What is the difference between a GPP ID, TCF Vendor ID, and an MSPA Signatory ID?

These all refer to the same unique identifier assigned to vendors participating in the various frameworks. This consistency ensures that implementers do not need to maintain separate IDs across multiple frameworks. However, vendors must still register for each specific framework (TCF, MSPA, etc.) they wish to participate in.

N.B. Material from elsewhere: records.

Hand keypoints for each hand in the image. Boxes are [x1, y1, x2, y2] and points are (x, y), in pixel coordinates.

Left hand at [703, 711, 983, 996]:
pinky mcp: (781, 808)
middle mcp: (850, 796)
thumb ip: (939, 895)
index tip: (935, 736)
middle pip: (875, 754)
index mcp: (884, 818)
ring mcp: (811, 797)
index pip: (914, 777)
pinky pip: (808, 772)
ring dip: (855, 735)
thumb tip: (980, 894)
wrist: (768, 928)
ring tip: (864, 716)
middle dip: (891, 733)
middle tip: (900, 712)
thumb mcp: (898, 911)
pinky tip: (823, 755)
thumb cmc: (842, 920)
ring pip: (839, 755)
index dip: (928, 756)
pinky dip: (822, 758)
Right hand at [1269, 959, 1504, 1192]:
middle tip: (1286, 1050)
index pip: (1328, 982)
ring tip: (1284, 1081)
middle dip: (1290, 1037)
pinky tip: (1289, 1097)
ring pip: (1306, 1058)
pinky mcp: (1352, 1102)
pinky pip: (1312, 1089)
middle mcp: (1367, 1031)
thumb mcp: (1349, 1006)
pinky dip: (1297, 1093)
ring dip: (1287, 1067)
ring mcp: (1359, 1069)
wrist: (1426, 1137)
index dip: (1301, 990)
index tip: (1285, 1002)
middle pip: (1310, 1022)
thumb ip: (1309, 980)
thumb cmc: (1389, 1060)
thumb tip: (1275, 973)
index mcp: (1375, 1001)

How is the GPP String structured?

The GPP String is a single, Base64-like encoded string that begins with a required Header Section. This header acts as a table of contents, identifying which regulatory sections (like US National or California) are included in the string. The header is followed by the individual section strings, all concatenated and separated by a tilde (~). This compact, unified format allows multiple privacy signals to be passed efficiently.

Can GPP replace my existing IAB Europe TCF implementation?

No. While the GPP is designed to carry the TCF signal as a "section", major ad platforms like Google Ad Manager do not accept the TCF signal via GPP for the EEA/UK. The GPP primarily addresses compliance complexity in the US and Canada. For the European Economic Area (EEA) and the UK, you must continue to use a certified CMP to implement the IAB Europe TCF 2.3 string directly.

What is the purpose of Fibonacci Encoding in GPP?

GPP strings, especially those containing multiple sections, can become quite long. Fibonacci Encoding is a mechanism used in the specification to reduce the final string length. This prevents errors and issues that can occur in various parts of the digital advertising supply chain (like URL parameters or header limits) when dealing with excessively long strings.